Requirement:
With the pictures left out, write every entry down exactly.

(Provided information begins)

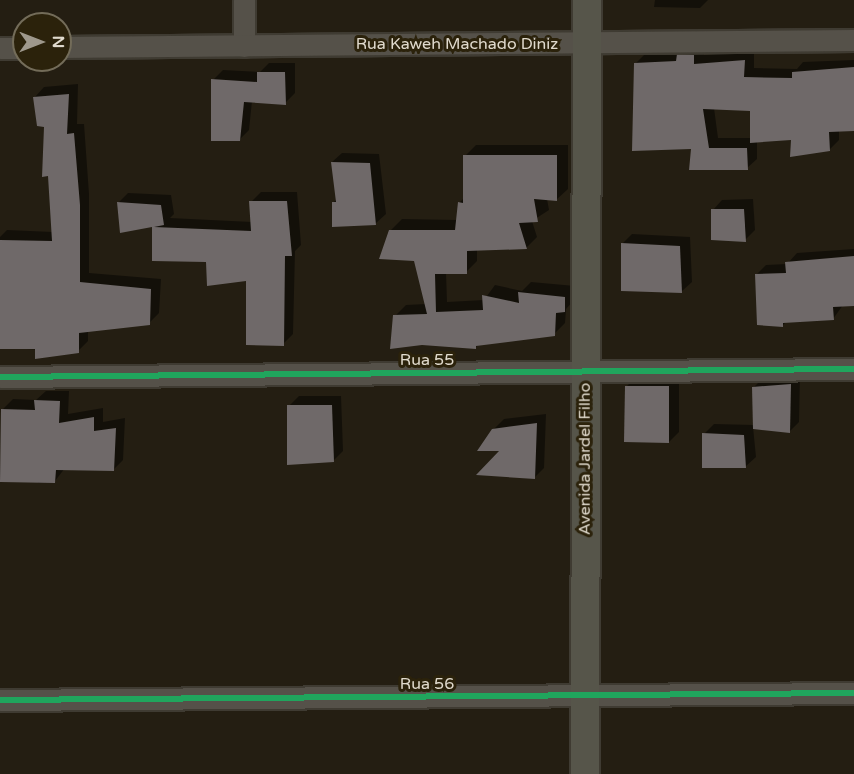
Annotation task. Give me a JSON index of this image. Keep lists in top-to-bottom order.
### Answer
{
  "streets": {
    "main road": ["Avenida Jardel Filho"],
    "street": ["Rua Kaweh Machado Diniz", "Rua 55", "Rua 56"]
  },
  "crossings": [
    ["Rua Kaweh Machado Diniz", "Avenida Jardel Filho"],
    ["Rua 55", "Avenida Jardel Filho"],
    ["Avenida Jardel Filho", "Rua 56"]
  ],
  "north": "right"
}
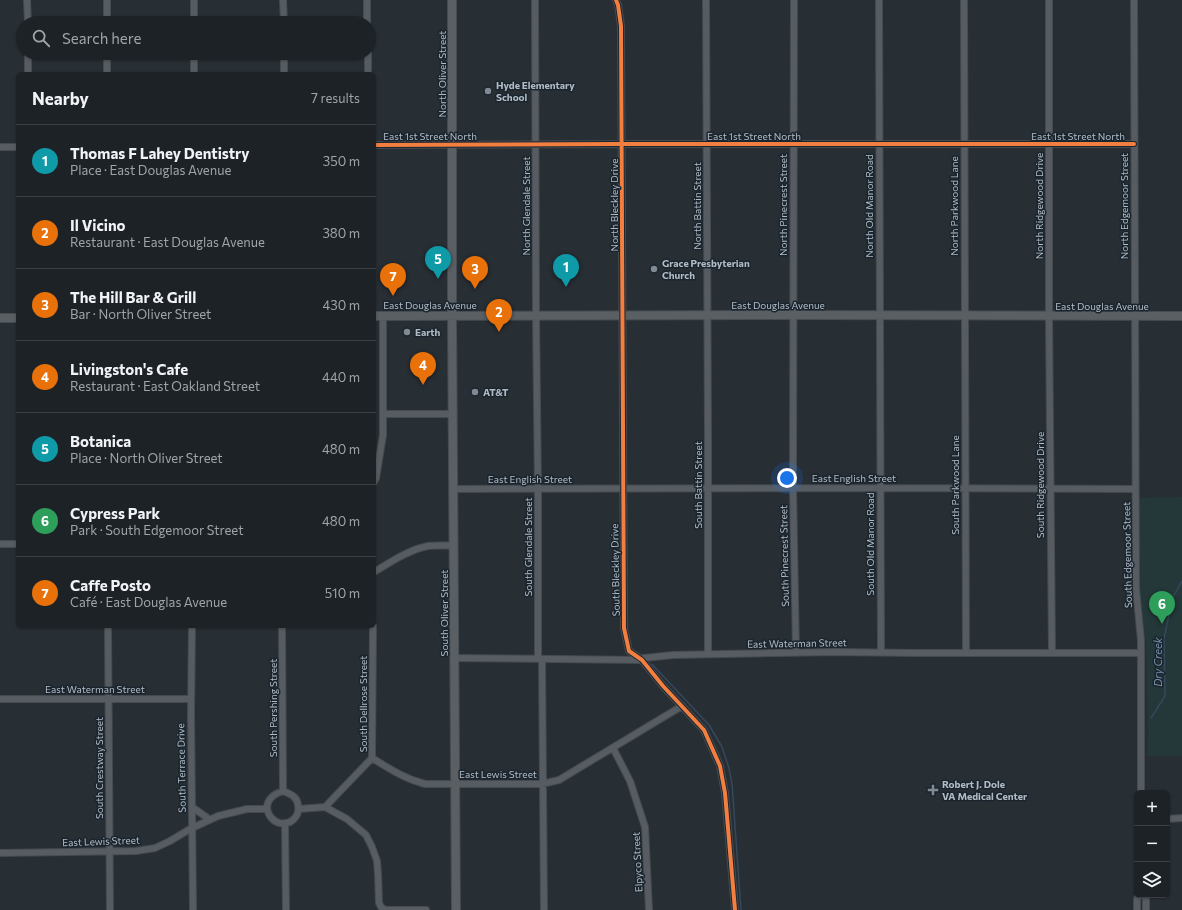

(Provided information ends)

Your response:
Annotation task. Give me a JSON index of this image. Keep lists in top-to-bottom order.
### Answer
{
  "streets": {
    "main road": ["Avenida Jardel Filho"],
    "street": ["Rua Kaweh Machado Diniz", "Rua 55", "Rua 56"]
  },
  "crossings": [
    ["Rua Kaweh Machado Diniz", "Avenida Jardel Filho"],
    ["Rua 55", "Avenida Jardel Filho"],
    ["Avenida Jardel Filho", "Rua 56"]
  ],
  "north": "right"
}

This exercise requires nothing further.